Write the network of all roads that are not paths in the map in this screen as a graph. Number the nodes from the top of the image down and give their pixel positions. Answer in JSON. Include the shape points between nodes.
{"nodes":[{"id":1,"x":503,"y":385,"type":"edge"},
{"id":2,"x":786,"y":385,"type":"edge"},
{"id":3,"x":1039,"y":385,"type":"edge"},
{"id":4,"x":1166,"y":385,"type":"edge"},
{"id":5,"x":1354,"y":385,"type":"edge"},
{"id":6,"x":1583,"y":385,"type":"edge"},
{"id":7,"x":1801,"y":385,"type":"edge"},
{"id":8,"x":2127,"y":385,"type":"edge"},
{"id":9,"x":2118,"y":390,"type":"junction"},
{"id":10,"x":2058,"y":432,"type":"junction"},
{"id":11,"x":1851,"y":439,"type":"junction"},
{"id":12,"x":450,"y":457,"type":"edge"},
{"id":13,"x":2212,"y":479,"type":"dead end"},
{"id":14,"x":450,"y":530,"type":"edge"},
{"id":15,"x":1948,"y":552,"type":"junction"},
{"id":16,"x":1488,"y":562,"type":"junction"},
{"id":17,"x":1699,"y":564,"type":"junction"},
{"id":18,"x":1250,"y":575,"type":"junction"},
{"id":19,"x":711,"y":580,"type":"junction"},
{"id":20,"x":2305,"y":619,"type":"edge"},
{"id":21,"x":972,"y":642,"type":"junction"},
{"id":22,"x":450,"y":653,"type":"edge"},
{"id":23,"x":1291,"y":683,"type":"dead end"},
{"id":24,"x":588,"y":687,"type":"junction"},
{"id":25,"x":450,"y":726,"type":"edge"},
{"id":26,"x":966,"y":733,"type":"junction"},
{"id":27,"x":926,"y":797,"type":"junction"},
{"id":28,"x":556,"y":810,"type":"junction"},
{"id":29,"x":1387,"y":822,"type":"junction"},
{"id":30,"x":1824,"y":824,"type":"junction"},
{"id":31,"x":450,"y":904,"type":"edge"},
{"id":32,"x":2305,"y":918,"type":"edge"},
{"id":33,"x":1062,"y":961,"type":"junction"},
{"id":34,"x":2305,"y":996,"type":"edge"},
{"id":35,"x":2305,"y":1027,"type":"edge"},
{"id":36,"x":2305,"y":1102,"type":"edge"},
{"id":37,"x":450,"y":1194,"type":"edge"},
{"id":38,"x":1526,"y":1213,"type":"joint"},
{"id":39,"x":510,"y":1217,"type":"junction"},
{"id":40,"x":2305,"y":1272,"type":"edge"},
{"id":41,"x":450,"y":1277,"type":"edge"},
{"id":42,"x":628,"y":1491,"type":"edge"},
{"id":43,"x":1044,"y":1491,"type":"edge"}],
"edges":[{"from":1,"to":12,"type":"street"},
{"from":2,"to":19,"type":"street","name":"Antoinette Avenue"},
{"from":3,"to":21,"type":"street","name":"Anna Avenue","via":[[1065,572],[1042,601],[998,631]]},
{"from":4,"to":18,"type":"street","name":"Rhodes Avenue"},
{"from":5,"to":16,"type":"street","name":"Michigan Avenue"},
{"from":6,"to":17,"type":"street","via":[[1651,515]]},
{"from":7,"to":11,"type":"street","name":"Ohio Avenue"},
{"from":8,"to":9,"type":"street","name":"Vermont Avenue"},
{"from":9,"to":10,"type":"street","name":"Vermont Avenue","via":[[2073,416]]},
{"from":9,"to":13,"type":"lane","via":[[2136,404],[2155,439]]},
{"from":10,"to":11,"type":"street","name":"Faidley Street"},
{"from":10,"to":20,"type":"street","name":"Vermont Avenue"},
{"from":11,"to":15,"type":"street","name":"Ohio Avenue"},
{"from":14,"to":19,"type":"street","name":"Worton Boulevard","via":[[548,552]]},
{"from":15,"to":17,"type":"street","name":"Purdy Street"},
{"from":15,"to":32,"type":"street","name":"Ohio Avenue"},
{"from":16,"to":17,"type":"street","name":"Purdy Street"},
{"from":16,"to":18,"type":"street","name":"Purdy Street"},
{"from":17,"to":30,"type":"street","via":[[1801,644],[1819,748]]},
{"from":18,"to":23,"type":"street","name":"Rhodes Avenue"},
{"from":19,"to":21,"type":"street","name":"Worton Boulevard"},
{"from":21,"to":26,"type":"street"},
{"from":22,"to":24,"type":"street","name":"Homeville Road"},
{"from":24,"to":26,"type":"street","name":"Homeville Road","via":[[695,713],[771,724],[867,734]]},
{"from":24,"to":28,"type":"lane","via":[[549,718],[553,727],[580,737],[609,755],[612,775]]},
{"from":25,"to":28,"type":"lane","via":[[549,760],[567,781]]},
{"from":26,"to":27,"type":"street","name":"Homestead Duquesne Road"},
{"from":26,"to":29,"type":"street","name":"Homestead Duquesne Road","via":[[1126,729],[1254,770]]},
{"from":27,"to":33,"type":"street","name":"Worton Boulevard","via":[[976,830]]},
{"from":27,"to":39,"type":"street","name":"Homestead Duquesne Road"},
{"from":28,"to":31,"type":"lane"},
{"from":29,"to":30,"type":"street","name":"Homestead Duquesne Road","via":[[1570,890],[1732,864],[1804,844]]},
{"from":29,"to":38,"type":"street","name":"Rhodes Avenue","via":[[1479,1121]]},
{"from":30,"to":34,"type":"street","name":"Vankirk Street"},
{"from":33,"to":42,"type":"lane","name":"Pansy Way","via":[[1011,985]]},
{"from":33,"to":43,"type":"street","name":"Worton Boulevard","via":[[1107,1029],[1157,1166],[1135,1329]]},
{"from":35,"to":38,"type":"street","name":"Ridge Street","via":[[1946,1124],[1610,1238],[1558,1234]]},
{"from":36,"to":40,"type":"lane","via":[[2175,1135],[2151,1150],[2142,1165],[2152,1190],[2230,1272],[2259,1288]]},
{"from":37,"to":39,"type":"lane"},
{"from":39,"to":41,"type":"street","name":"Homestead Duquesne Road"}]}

◆ ◆ ◆

### Work required:
Copy out every entry again, exactly as it was given.

### Completed task:
Write the network of all roads that are not paths in the map in this screen as a graph. Number the nodes from the top of the image down and give their pixel positions. Answer in JSON. Include the shape points between nodes.
{"nodes":[{"id":1,"x":503,"y":385,"type":"edge"},
{"id":2,"x":786,"y":385,"type":"edge"},
{"id":3,"x":1039,"y":385,"type":"edge"},
{"id":4,"x":1166,"y":385,"type":"edge"},
{"id":5,"x":1354,"y":385,"type":"edge"},
{"id":6,"x":1583,"y":385,"type":"edge"},
{"id":7,"x":1801,"y":385,"type":"edge"},
{"id":8,"x":2127,"y":385,"type":"edge"},
{"id":9,"x":2118,"y":390,"type":"junction"},
{"id":10,"x":2058,"y":432,"type":"junction"},
{"id":11,"x":1851,"y":439,"type":"junction"},
{"id":12,"x":450,"y":457,"type":"edge"},
{"id":13,"x":2212,"y":479,"type":"dead end"},
{"id":14,"x":450,"y":530,"type":"edge"},
{"id":15,"x":1948,"y":552,"type":"junction"},
{"id":16,"x":1488,"y":562,"type":"junction"},
{"id":17,"x":1699,"y":564,"type":"junction"},
{"id":18,"x":1250,"y":575,"type":"junction"},
{"id":19,"x":711,"y":580,"type":"junction"},
{"id":20,"x":2305,"y":619,"type":"edge"},
{"id":21,"x":972,"y":642,"type":"junction"},
{"id":22,"x":450,"y":653,"type":"edge"},
{"id":23,"x":1291,"y":683,"type":"dead end"},
{"id":24,"x":588,"y":687,"type":"junction"},
{"id":25,"x":450,"y":726,"type":"edge"},
{"id":26,"x":966,"y":733,"type":"junction"},
{"id":27,"x":926,"y":797,"type":"junction"},
{"id":28,"x":556,"y":810,"type":"junction"},
{"id":29,"x":1387,"y":822,"type":"junction"},
{"id":30,"x":1824,"y":824,"type":"junction"},
{"id":31,"x":450,"y":904,"type":"edge"},
{"id":32,"x":2305,"y":918,"type":"edge"},
{"id":33,"x":1062,"y":961,"type":"junction"},
{"id":34,"x":2305,"y":996,"type":"edge"},
{"id":35,"x":2305,"y":1027,"type":"edge"},
{"id":36,"x":2305,"y":1102,"type":"edge"},
{"id":37,"x":450,"y":1194,"type":"edge"},
{"id":38,"x":1526,"y":1213,"type":"joint"},
{"id":39,"x":510,"y":1217,"type":"junction"},
{"id":40,"x":2305,"y":1272,"type":"edge"},
{"id":41,"x":450,"y":1277,"type":"edge"},
{"id":42,"x":628,"y":1491,"type":"edge"},
{"id":43,"x":1044,"y":1491,"type":"edge"}],
"edges":[{"from":1,"to":12,"type":"street"},
{"from":2,"to":19,"type":"street","name":"Antoinette Avenue"},
{"from":3,"to":21,"type":"street","name":"Anna Avenue","via":[[1065,572],[1042,601],[998,631]]},
{"from":4,"to":18,"type":"street","name":"Rhodes Avenue"},
{"from":5,"to":16,"type":"street","name":"Michigan Avenue"},
{"from":6,"to":17,"type":"street","via":[[1651,515]]},
{"from":7,"to":11,"type":"street","name":"Ohio Avenue"},
{"from":8,"to":9,"type":"street","name":"Vermont Avenue"},
{"from":9,"to":10,"type":"street","name":"Vermont Avenue","via":[[2073,416]]},
{"from":9,"to":13,"type":"lane","via":[[2136,404],[2155,439]]},
{"from":10,"to":11,"type":"street","name":"Faidley Street"},
{"from":10,"to":20,"type":"street","name":"Vermont Avenue"},
{"from":11,"to":15,"type":"street","name":"Ohio Avenue"},
{"from":14,"to":19,"type":"street","name":"Worton Boulevard","via":[[548,552]]},
{"from":15,"to":17,"type":"street","name":"Purdy Street"},
{"from":15,"to":32,"type":"street","name":"Ohio Avenue"},
{"from":16,"to":17,"type":"street","name":"Purdy Street"},
{"from":16,"to":18,"type":"street","name":"Purdy Street"},
{"from":17,"to":30,"type":"street","via":[[1801,644],[1819,748]]},
{"from":18,"to":23,"type":"street","name":"Rhodes Avenue"},
{"from":19,"to":21,"type":"street","name":"Worton Boulevard"},
{"from":21,"to":26,"type":"street"},
{"from":22,"to":24,"type":"street","name":"Homeville Road"},
{"from":24,"to":26,"type":"street","name":"Homeville Road","via":[[695,713],[771,724],[867,734]]},
{"from":24,"to":28,"type":"lane","via":[[549,718],[553,727],[580,737],[609,755],[612,775]]},
{"from":25,"to":28,"type":"lane","via":[[549,760],[567,781]]},
{"from":26,"to":27,"type":"street","name":"Homestead Duquesne Road"},
{"from":26,"to":29,"type":"street","name":"Homestead Duquesne Road","via":[[1126,729],[1254,770]]},
{"from":27,"to":33,"type":"street","name":"Worton Boulevard","via":[[976,830]]},
{"from":27,"to":39,"type":"street","name":"Homestead Duquesne Road"},
{"from":28,"to":31,"type":"lane"},
{"from":29,"to":30,"type":"street","name":"Homestead Duquesne Road","via":[[1570,890],[1732,864],[1804,844]]},
{"from":29,"to":38,"type":"street","name":"Rhodes Avenue","via":[[1479,1121]]},
{"from":30,"to":34,"type":"street","name":"Vankirk Street"},
{"from":33,"to":42,"type":"lane","name":"Pansy Way","via":[[1011,985]]},
{"from":33,"to":43,"type":"street","name":"Worton Boulevard","via":[[1107,1029],[1157,1166],[1135,1329]]},
{"from":35,"to":38,"type":"street","name":"Ridge Street","via":[[1946,1124],[1610,1238],[1558,1234]]},
{"from":36,"to":40,"type":"lane","via":[[2175,1135],[2151,1150],[2142,1165],[2152,1190],[2230,1272],[2259,1288]]},
{"from":37,"to":39,"type":"lane"},
{"from":39,"to":41,"type":"street","name":"Homestead Duquesne Road"}]}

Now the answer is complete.